A Plan for the Conservative Party

With less than a year to go before the next federal election, Don Newman looks at the choices that Andrew Scheer and the Conservative Party of Canada are faced with; emulate southern politics or build credible policies?

Don Newman

Canadians should be getting ready for a “rough” campaign leading up to next October’s Federal General Election, according to two people who should know of what they speak.

Both Prime Minister Justin Trudeau and Conservative Leader Andrew Scheer have predicted that is the way the campaign will be leading up to the vote on October 21st.  And since they will be the main protagonists, you can argue that if that is the way they want the campaign to be — that is the way it will be.

We can only hope the “rough” campaign will be “Canadian rough” and not seek to replicate the kind of mud-slinging, character assassination and outright lies into which politics in the United States have degenerated in recent decades. However, I am not sure that we can be confident that will be the case.

Because it is disconcerting to see reports that Scheer recently said that in the coming campaign the Conservatives will be running against the “elites” and the liberal media. Who does that sound like? Why of course, President Donald Trump, the man who has done more to debase politics, public debate and civilized norms in the United States than anyone in living memory. Trump ran his successful Presidential campaign in 2016 by seizing on those targets, plus a heavy dose of maligning and denigrating everyone and anything that opposed him.

Now there is no indication that Scheer has any plans to go anywhere near as far as Trump in adopting those kind of tactics, but once a road is started down it can be difficult to stop. Particularly if a campaign is not going well. But even if he is never tempted to go there, it is difficult to understand why the Conservative leader would want to do anything that mirrors Donald Trump.

The American President is amongst the most controversial and unpopular political personalities in Canada. Public opinion polls taken as recently as this past September show Trump has the approval of no more than 20% of Canadians. Even amongst people who identify as Conservative, his Canadian support is only 39%. A campaign emulating even part of the Trump modis operandi would seem unlikely to have much chance of success.

In the last 30 years as Conservative politics in this country has moved from the centre to the right, many in the Conservative Party have come to admire and sometimes emulate Conservative personalities in the Unites States, adopting their rhetoric and sometimes their tactics. Now it seems the even tempered Andrew Scheer— he was after all Speaker of the House of Commons in the last Stephen Harper Government — with his likeable but bland personality and looks, is contemplating emulating the abrasive, bombastic, egomaniacal American President.

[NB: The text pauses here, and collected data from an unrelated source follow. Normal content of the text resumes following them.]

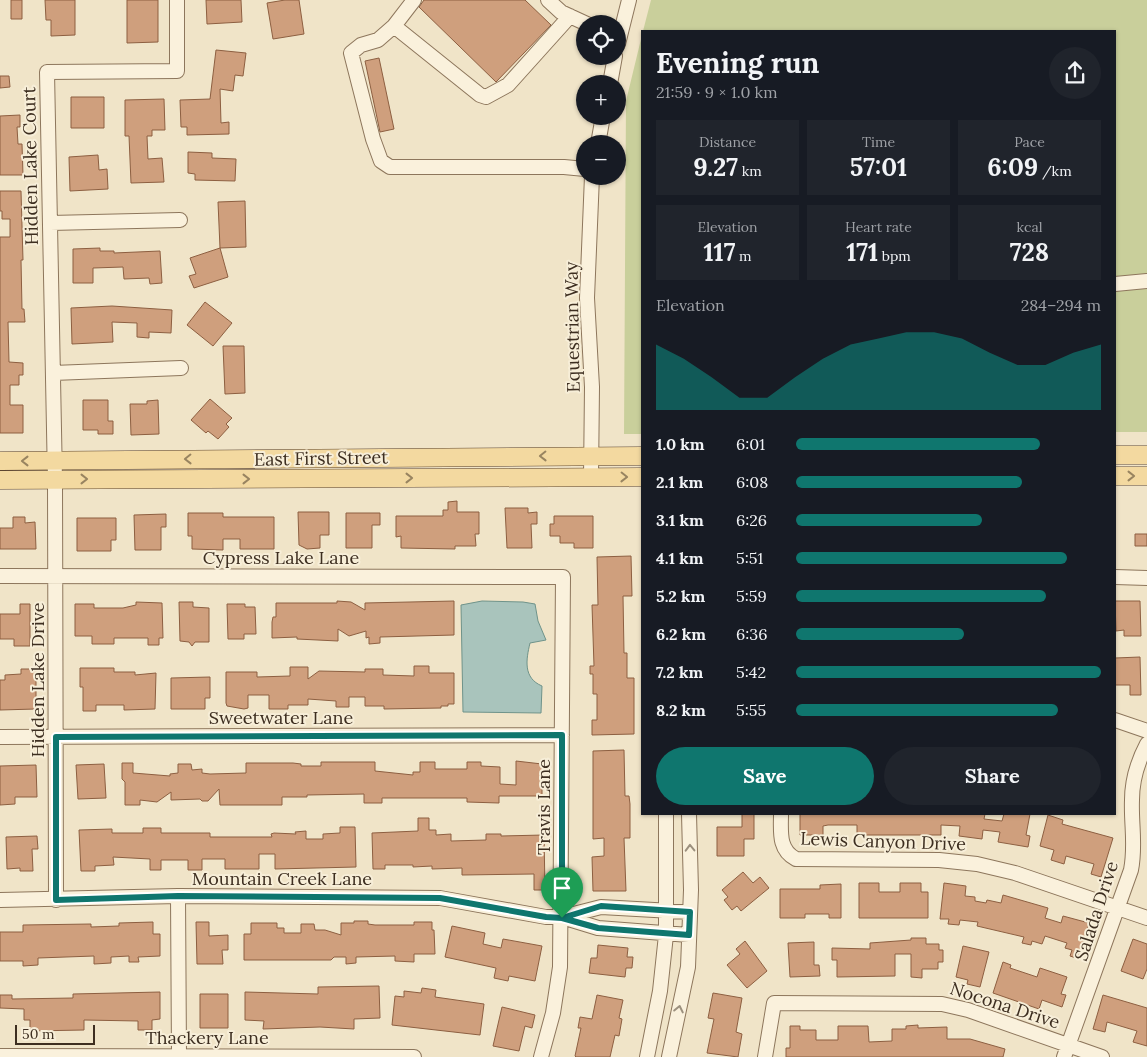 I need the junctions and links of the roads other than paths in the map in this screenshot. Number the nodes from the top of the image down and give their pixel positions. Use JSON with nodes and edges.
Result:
{"nodes":[{"id":1,"x":177,"y":0,"type":"edge"},
{"id":2,"x":414,"y":0,"type":"edge"},
{"id":3,"x":548,"y":0,"type":"edge"},
{"id":4,"x":629,"y":0,"type":"edge"},
{"id":5,"x":625,"y":15,"type":"edge"},
{"id":6,"x":570,"y":16,"type":"junction"},
{"id":7,"x":576,"y":19,"type":"edge"},
{"id":8,"x":394,"y":26,"type":"junction"},
{"id":9,"x":576,"y":168,"type":"edge"},
{"id":10,"x":592,"y":185,"type":"edge"},
{"id":11,"x":180,"y":220,"type":"dead end"},
{"id":12,"x":50,"y":223,"type":"junction"},
{"id":13,"x":1147,"y":281,"type":"edge"},
{"id":14,"x":1116,"y":284,"type":"edge"},
{"id":15,"x":181,"y":368,"type":"dead end"},
{"id":16,"x":53,"y":373,"type":"junction"},
{"id":17,"x":592,"y":455,"type":"junction"},
{"id":18,"x":1116,"y":455,"type":"edge"},
{"id":19,"x":1147,"y":455,"type":"edge"},
{"id":20,"x":641,"y":456,"type":"edge"},
{"id":21,"x":0,"y":461,"type":"edge"},
{"id":22,"x":54,"y":461,"type":"junction"},
{"id":23,"x":1116,"y":476,"type":"edge"},
{"id":24,"x":1147,"y":476,"type":"edge"},
{"id":25,"x":591,"y":477,"type":"junction"},
{"id":26,"x":641,"y":477,"type":"edge"},
{"id":27,"x":0,"y":480,"type":"edge"},
{"id":28,"x":55,"y":480,"type":"junction"},
{"id":29,"x":0,"y":576,"type":"edge"},
{"id":30,"x":55,"y":576,"type":"junction"},
{"id":31,"x":562,"y":577,"type":"joint"},
{"id":32,"x":1116,"y":577,"type":"edge"},
{"id":33,"x":1147,"y":578,"type":"edge"},
{"id":34,"x":1116,"y":720,"type":"edge"},
{"id":35,"x":1147,"y":731,"type":"edge"},
{"id":36,"x":562,"y":735,"type":"junction"},
{"id":37,"x":0,"y":737,"type":"edge"},
{"id":38,"x":56,"y":737,"type":"junction"},
{"id":39,"x":1147,"y":744,"type":"edge"},
{"id":40,"x":666,"y":815,"type":"edge"},
{"id":41,"x":689,"y":815,"type":"edge"},
{"id":42,"x":781,"y":815,"type":"edge"},
{"id":43,"x":178,"y":896,"type":"junction"},
{"id":44,"x":0,"y":900,"type":"edge"},
{"id":45,"x":56,"y":900,"type":"junction"},
{"id":46,"x":1118,"y":908,"type":"junction"},
{"id":47,"x":666,"y":911,"type":"junction"},
{"id":48,"x":690,"y":912,"type":"junction"},
{"id":49,"x":562,"y":918,"type":"junction"},
{"id":50,"x":1147,"y":918,"type":"edge"},
{"id":51,"x":666,"y":934,"type":"junction"},
{"id":52,"x":689,"y":935,"type":"junction"},
{"id":53,"x":1066,"y":1051,"type":"edge"},
{"id":54,"x":0,"y":1056,"type":"edge"},
{"id":55,"x":179,"y":1056,"type":"junction"},
{"id":56,"x":414,"y":1057,"type":"edge"},
{"id":57,"x":541,"y":1057,"type":"edge"},
{"id":58,"x":647,"y":1057,"type":"edge"},
{"id":59,"x":669,"y":1057,"type":"edge"},
{"id":60,"x":765,"y":1057,"type":"edge"},
{"id":61,"x":1102,"y":1057,"type":"edge"}],
"edges":[{"from":1,"to":12,"type":"street","name":"Hidden Lake Court"},
{"from":2,"to":8,"type":"street"},
{"from":3,"to":6,"type":"street"},
{"from":4,"to":5,"type":"street"},
{"from":6,"to":7,"type":"street"},
{"from":6,"to":8,"type":"street"},
{"from":8,"to":9,"type":"street"},
{"from":10,"to":17,"type":"street","name":"Equestrian Way"},
{"from":11,"to":12,"type":"street"},
{"from":12,"to":16,"type":"street","name":"Hidden Lake Court"},
{"from":13,"to":14,"type":"street"},
{"from":15,"to":16,"type":"street"},
{"from":16,"to":22,"type":"street","name":"Hidden Lake Court"},
{"from":17,"to":20,"type":"main road","name":"East First Street"},
{"from":17,"to":22,"type":"main road","name":"East First Street","one_way":true},
{"from":17,"to":25,"type":"street","name":"Equestrian Way"},
{"from":18,"to":19,"type":"main road"},
{"from":22,"to":21,"type":"main road","name":"East First Street","one_way":true},
{"from":22,"to":28,"type":"street","name":"Hidden Lake Drive"},
{"from":23,"to":24,"type":"main road","one_way":true},
{"from":25,"to":26,"type":"main road","name":"East First Street","one_way":true},
{"from":28,"to":25,"type":"main road","name":"East First Street","one_way":true},
{"from":27,"to":28,"type":"main road","name":"East First Street"},
{"from":28,"to":30,"type":"street","name":"Hidden Lake Drive"},
{"from":29,"to":30,"type":"street","name":"Cypress Lake Lane"},
{"from":30,"to":31,"type":"street","name":"Cypress Lake Lane"},
{"from":30,"to":38,"type":"street","name":"Hidden Lake Drive"},
{"from":31,"to":36,"type":"street","name":"Travis Lane"},
{"from":32,"to":33,"type":"street"},
{"from":34,"to":35,"type":"street"},
{"from":36,"to":38,"type":"street","name":"Sweetwater Lane"},
{"from":36,"to":49,"type":"street","name":"Travis Lane"},
{"from":37,"to":38,"type":"street","name":"Sweetwater Lane"},
{"from":38,"to":45,"type":"street","name":"Hidden Lake Drive"},
{"from":39,"to":46,"type":"street","name":"Salada Drive"},
{"from":40,"to":47,"type":"street"},
{"from":48,"to":41,"type":"street","one_way":true},
{"from":42,"to":46,"type":"street","name":"Lewis Canyon Drive"},
{"from":43,"to":45,"type":"street","name":"Mountain Creek Lane"},
{"from":43,"to":49,"type":"street","name":"Mountain Creek Lane"},
{"from":43,"to":55,"type":"street"},
{"from":44,"to":45,"type":"street","name":"Mountain Creek Lane"},
{"from":46,"to":50,"type":"street","name":"Lewis Canyon Drive"},
{"from":46,"to":53,"type":"street","name":"Salada Drive"},
{"from":47,"to":48,"type":"street","name":"Mountain Creek Lane"},
{"from":47,"to":49,"type":"street","name":"Mountain Creek Lane"},
{"from":47,"to":51,"type":"street"},
{"from":48,"to":52,"type":"street"},
{"from":49,"to":51,"type":"street","name":"Mountain Creek Lane"},
{"from":49,"to":57,"type":"street"},
{"from":51,"to":52,"type":"street","name":"Mountain Creek Lane"},
{"from":51,"to":58,"type":"street"},
{"from":59,"to":52,"type":"street","one_way":true},
{"from":53,"to":60,"type":"street","name":"Nocona Drive"},
{"from":53,"to":61,"type":"street","name":"Nocona Drive"},
{"from":54,"to":55,"type":"street","name":"Thackery Lane"},
{"from":55,"to":56,"type":"street","name":"Thackery Lane"}]}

The thought of the friendly, low key Scheer trying to emulate the consummate show off Trump almost boggles the mind. But even if he can’t match the performance, it would not stop Scheer repeating the distorted messages of envy and anger. In fact, with his more reasonable approach, the messages might at one level at least be even more effective.

However it is unlikely that such a message would be effective enough in Canada to get anyone to vote Conservative that wasn’t committed to doing so anyway. More likely, it would remind uncommitted voters, the kind that go between parties in every election and determine who gets to form the government, of the reviled Trump and get them to cast votes for other parties.

Instead of parroting the attack lines from south of the border there is a much better strategy for the Conservatives to adopt in the coming election campaign. After almost four years in office, the Trudeau Liberals have a record of things that they have done and things that they have left undone.

If the Conservatives are serious about forming a government that can address contemporary Canada and the issues Canadians face, they should let everyone know how they plan to proceed with getting the Trans Mountain Pipeline built, instead of complaining the Trudeau Government spent $4.6 billion to buy the pipeline from its private sector owners to keep the project alive.

The Conservatives should also explain how they would have negotiated with President Trump to get a better trade deal than the USMCA that is replacing the North American Free Trade Agreement, and whether they will sign the current deal if they were to form government and it remained unsigned. And if it is signed, would a Conservative Government honour the new agreement or abort it.

Canadians could also be impressed if the Conservative Party unveiled a plan to deal with climate change, since they have already dismissed the Liberal plan to put a price on carbon emissions as a useless “tax grab,” but so far have offered no alternative on an issue polls show most Canadians think is an important one.

Two other issues the Conservatives should also address are how they as a government would address the deficit that is much greater than the Liberals promised in the last election campaign. And to do the Liberals one better, they should offer a credible plan to bring the federal books back into balance.

And then there is the question of marijuana. Depending on how the roll out of the legalization and sale of the drug for recreational use proceeds, the Conservatives will need to have a credible plan to deal with the fallout.

There are other issues as well, plus unforeseen matters that will come up between now and election day that the Conservatives will have to deal with – as will all the other parties.

But ultimately, if the Conservatives could do the work to come up with credible policies on all of those issues, they would have a much better chance of forming the next government, than if they decide to parrot discredited campaign rhetoric from a discredited American President.

The choice is up to them.

Don Newman is Senior Counsel at Ensight and Navigator Limited, a Member of the Order of Canada, Chairman of Canada 2020 and a lifetime member of the Canadian Parliamentary Press Gallery.